XFX sprung a surprise along the sidelines of the 2024 Computex with their innovative new Radeon RX 7900 XTX Mercury Magnetic Air. This custom-design graphics card powered by AMD's flagship GPU is a step up from the company's top Merc 310 product. It started life out as the China-exclusive RX 7900 XTX Phoenix Nirvana, before the company decided to give the card a worldwide launch as the RX 7900 XTX Magnetic Air. Behind the name is an XFX innovation with the card's fan design. You might see the name "MagAir" or "Mag Air" in some places and stores, but XFX decided to change the name of the product to "Magnetic Air" a few days ago.
Several graphics card manufacturers are beginning to see the value in making the fans of their cooling solutions easily replaceable by end-users, with minimal need for disassembly. This is to let users clean the fans, for consistent cooling performance. The way they usually go about doing this is by making it straightforward to take off the cooler shroud without disturbing the heatsink underneath. Other companies make it easy to unscrew the fans off their cavities from the cooler shroud, but this needs a screwdriver to access three screws from between the fan blades, making you run the risk of bending or breaking the blades, which could imbalance the fan and damage its bearing down the line. XFX took a novel approach to this problem. The fans can be simply pulled off like fridge magnets, with no tools needed!
Each of the three fans on the XFX RX 7900 XTX Mercury Magnetic Air comes with magnetized grooves behind the hub that interlock with grooves on the cooler shroud, and secured in place by magnetism that's strong enough to hold the fan in place even at its highest RPM. This magnetism, however, is weak enough that a user can pull the fan off without bending or deforming the impeller in the process. There are no wires involved, the grooves have contact points for the four pins of the fan that include power, PWM signal, and speed sensor. There's more to this card than its innovative fan design. The aluminium fin-stack heatsink is improved over the XFX RX 7900 XTX Merc 310. The designs of the cooler shroud and backplate expose a lot more of the heatsink along the top- and bottom edges, improving exhaust ventilation.

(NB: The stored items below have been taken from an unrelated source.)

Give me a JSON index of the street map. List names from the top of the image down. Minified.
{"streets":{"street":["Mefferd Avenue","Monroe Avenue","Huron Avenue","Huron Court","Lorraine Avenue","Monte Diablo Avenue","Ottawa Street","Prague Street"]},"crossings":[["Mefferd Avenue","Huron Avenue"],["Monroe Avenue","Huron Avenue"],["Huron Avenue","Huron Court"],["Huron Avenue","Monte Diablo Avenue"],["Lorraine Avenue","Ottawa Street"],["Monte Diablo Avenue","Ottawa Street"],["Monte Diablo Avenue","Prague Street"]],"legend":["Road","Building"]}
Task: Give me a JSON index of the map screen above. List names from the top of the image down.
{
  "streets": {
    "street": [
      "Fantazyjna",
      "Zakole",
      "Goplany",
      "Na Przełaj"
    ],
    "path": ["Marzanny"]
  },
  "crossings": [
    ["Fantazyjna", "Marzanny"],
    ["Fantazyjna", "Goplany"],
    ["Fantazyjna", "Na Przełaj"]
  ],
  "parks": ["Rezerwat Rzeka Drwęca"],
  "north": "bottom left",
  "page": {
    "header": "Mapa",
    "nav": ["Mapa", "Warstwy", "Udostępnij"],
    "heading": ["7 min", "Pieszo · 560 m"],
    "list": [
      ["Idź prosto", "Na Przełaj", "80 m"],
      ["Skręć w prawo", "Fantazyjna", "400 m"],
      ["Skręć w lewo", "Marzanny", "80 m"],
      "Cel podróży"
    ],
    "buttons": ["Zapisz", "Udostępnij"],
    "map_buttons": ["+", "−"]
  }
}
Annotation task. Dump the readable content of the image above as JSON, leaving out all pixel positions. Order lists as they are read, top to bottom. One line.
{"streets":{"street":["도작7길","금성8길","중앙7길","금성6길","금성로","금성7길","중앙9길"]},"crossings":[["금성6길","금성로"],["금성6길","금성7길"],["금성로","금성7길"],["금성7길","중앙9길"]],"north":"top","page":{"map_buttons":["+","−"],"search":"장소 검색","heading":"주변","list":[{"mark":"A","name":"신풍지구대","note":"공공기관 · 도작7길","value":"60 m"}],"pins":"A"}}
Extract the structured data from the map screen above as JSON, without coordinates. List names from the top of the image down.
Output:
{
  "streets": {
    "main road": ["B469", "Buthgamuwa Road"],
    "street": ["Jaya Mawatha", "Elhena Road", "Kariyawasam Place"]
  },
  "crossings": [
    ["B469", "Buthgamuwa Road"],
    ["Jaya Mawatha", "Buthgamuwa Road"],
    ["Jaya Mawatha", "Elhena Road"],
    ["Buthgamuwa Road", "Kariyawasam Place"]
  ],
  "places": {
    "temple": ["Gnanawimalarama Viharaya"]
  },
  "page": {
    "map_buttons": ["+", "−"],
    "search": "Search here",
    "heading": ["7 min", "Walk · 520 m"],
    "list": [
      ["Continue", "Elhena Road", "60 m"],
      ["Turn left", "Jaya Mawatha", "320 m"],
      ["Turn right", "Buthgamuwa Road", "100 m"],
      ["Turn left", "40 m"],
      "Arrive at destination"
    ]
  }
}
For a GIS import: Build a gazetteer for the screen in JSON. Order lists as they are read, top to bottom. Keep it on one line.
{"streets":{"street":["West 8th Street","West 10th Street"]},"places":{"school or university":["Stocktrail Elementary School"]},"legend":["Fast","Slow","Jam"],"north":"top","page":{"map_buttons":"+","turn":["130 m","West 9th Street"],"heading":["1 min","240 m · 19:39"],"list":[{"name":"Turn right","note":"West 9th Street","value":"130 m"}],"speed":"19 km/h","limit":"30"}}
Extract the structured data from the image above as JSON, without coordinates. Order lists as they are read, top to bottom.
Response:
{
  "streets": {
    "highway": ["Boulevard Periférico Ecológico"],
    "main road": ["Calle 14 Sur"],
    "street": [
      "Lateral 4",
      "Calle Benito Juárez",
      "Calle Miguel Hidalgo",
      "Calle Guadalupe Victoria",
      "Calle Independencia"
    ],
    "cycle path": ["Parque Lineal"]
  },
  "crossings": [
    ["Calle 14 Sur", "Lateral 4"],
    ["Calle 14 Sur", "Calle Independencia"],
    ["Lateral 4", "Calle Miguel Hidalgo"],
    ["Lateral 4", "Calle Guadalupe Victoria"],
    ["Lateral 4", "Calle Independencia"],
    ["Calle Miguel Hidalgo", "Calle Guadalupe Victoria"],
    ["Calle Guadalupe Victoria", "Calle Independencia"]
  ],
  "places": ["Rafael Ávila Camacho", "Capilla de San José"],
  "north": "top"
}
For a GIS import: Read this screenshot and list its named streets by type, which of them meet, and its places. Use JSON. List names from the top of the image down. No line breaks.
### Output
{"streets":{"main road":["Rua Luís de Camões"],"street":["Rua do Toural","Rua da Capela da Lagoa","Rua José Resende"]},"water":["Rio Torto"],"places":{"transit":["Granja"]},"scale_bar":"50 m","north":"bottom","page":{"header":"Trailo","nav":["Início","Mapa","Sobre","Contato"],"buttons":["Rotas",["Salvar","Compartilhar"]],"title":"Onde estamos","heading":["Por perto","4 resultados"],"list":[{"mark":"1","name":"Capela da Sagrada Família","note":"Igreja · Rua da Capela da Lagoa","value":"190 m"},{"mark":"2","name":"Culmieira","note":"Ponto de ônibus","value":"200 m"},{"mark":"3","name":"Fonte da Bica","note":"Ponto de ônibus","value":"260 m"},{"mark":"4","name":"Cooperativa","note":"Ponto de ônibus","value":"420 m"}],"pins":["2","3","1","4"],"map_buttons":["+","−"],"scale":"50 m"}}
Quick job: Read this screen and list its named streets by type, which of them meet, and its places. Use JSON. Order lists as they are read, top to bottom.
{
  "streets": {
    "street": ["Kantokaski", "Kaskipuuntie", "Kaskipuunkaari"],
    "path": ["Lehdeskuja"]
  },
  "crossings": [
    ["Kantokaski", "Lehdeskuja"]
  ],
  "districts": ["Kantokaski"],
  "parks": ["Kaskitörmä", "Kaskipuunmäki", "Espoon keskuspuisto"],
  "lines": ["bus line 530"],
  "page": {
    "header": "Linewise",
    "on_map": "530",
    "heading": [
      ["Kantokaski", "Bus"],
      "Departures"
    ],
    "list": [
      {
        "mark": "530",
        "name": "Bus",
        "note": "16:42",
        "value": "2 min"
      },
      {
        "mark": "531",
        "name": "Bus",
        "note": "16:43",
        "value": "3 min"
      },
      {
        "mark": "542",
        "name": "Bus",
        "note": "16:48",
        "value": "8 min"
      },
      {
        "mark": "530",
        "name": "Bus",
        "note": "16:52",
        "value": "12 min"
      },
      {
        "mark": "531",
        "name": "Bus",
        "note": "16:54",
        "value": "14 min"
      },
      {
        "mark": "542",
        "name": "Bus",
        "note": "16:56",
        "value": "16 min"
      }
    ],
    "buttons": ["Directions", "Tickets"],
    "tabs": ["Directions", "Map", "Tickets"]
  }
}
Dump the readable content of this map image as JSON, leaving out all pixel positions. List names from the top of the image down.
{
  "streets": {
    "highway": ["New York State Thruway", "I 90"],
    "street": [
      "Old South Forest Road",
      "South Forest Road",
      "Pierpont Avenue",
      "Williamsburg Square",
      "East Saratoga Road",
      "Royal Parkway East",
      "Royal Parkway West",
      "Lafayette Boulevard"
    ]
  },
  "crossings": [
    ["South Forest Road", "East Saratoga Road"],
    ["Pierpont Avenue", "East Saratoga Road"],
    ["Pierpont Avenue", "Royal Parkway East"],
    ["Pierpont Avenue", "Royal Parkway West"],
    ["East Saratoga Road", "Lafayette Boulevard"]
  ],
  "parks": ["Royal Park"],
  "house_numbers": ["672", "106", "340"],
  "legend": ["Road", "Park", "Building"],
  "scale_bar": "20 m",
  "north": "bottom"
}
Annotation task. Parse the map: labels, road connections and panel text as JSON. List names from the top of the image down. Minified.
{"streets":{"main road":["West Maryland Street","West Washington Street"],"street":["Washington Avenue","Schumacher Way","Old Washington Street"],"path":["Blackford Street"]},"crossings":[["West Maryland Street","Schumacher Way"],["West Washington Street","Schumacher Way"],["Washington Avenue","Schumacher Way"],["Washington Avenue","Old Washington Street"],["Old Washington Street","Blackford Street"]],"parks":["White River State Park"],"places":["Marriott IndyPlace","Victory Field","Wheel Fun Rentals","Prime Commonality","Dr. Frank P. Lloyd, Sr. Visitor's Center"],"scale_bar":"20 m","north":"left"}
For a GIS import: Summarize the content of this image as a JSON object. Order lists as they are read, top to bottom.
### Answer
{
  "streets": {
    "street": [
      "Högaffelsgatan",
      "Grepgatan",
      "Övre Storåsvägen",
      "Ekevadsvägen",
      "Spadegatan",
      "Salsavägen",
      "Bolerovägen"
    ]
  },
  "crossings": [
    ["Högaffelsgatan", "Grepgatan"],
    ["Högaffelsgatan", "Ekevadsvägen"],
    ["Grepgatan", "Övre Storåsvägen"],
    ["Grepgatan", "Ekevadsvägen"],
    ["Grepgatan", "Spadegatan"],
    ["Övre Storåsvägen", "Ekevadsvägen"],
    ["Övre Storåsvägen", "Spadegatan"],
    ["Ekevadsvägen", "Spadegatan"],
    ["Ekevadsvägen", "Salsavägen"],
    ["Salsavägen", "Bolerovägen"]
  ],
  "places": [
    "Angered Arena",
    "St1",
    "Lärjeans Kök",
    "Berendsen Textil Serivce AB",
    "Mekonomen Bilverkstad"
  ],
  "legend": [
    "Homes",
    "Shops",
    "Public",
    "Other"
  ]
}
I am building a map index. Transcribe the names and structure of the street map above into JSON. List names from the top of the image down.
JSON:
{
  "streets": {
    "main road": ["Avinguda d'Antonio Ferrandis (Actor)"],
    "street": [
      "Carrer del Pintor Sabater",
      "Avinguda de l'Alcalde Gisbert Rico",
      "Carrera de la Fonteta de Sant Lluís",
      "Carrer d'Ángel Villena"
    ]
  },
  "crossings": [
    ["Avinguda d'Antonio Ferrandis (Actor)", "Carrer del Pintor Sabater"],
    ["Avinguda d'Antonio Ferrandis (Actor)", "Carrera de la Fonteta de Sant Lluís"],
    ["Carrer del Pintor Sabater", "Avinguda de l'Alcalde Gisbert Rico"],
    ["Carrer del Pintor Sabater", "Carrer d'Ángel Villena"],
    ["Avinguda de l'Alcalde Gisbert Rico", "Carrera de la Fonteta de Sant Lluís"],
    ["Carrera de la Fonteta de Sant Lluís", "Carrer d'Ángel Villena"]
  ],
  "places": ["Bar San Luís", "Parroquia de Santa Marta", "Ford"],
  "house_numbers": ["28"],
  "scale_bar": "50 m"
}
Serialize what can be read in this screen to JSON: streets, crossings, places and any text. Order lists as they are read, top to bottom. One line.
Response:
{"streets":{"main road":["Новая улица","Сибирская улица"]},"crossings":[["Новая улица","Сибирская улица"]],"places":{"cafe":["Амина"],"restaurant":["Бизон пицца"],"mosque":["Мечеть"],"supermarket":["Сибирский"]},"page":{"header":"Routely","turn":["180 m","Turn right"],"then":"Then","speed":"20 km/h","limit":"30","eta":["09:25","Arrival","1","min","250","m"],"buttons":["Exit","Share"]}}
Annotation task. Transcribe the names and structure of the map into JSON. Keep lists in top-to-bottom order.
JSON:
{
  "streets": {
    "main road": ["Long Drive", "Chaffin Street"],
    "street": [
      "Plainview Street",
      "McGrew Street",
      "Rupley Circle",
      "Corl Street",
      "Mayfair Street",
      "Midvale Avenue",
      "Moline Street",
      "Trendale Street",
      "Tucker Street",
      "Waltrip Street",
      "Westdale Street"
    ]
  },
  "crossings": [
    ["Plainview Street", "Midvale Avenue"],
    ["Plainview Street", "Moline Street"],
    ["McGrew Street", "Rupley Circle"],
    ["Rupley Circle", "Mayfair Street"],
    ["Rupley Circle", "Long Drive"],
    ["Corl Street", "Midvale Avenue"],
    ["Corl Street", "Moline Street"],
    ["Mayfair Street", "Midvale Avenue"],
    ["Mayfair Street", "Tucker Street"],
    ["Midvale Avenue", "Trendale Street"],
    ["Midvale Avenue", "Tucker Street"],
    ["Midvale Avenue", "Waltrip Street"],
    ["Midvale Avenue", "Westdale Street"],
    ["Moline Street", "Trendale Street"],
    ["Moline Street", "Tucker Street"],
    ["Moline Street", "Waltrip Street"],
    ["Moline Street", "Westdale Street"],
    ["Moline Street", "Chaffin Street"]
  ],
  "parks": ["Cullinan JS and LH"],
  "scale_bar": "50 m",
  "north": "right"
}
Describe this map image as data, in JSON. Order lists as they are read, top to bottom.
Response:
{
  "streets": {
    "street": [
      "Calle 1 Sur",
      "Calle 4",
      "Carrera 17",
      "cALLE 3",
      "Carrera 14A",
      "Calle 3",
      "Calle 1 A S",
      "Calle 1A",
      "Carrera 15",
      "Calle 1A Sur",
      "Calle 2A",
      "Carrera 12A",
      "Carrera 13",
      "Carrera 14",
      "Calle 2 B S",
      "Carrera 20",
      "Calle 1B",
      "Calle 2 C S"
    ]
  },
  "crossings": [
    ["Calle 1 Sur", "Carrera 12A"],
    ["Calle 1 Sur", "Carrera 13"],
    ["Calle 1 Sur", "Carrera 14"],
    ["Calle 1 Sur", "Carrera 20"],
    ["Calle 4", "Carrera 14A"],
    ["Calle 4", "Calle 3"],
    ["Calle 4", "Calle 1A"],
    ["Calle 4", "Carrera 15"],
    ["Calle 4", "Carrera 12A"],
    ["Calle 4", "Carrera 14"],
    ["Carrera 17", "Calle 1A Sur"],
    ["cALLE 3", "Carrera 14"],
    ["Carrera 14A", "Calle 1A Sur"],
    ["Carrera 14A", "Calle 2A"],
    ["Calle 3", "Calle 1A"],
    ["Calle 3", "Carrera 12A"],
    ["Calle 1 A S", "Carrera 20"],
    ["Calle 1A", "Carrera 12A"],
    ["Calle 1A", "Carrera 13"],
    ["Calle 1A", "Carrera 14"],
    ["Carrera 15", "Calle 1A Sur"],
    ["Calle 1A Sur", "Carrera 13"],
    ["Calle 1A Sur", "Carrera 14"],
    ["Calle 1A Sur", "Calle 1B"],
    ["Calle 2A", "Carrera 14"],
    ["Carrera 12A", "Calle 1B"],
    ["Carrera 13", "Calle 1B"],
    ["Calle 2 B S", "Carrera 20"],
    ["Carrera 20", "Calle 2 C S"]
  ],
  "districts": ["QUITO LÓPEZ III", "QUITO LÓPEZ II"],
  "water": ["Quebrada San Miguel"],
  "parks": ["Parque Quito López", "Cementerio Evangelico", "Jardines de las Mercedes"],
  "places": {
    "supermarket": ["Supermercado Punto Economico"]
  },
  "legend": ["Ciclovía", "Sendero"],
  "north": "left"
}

AMD Radeon RX 7900 XTX is the company's flagship GPU, designed for maxed out gameplay at 4K Ultra HD, including with ray tracing. It's the most scaled out implementation of the RDNA 3 graphics architecture, which seeks to introduce generational performance and efficiency uplifts riding on the 5 nm foundry node; AI acceleration on the GPU, and a second generation implementation of AMD's ray tracing hardware pipeline that improves ray intersection performance by 50%. The new multi-draw indirect accelerator (MDIA) can significantly improve performance of DirectX 12 applications that use the multi-draw indirect instruction.
The RDNA 3 compute unit design offers a 17% generational performance uplift and support for newer math formats. This uplift, coupled with increased engine clocks, memory bandwidth, and an overall increase in the compute unit count, translates to a 50% shader performance uplift over the previous generation RX 6900 XT. AMD has increased the memory size to 24 GB, and widened the memory bus to 384-bit, besides running the memory at a higher 20 Gbps speed, for a massive 87% increase in memory bandwidth which allowed for a generational reduction of the Infinity Cache size to 96 MB, down from 128 MB.
The Radeon RX 7900 XTX is based on "Navi 31," which is the first gaming GPU to use a chiplet architecture. AMD identified all the logic-heavy components that benefit from the switch to 5 nm from 7 nm, and clumped them into a large central chiplet called the graphics compute die (GCD) built on 5 nm, while the other components that don't benefit as much from the switch, namely the Infinity Cache and the memory controllers, are disaggregated into six small chiplets called memory cache dies (MCDs), built on the 6 nm node. Each MCD has a 16 MB segment of the Infinity Cache, and a 64-bit portion of the 384-bit memory bus.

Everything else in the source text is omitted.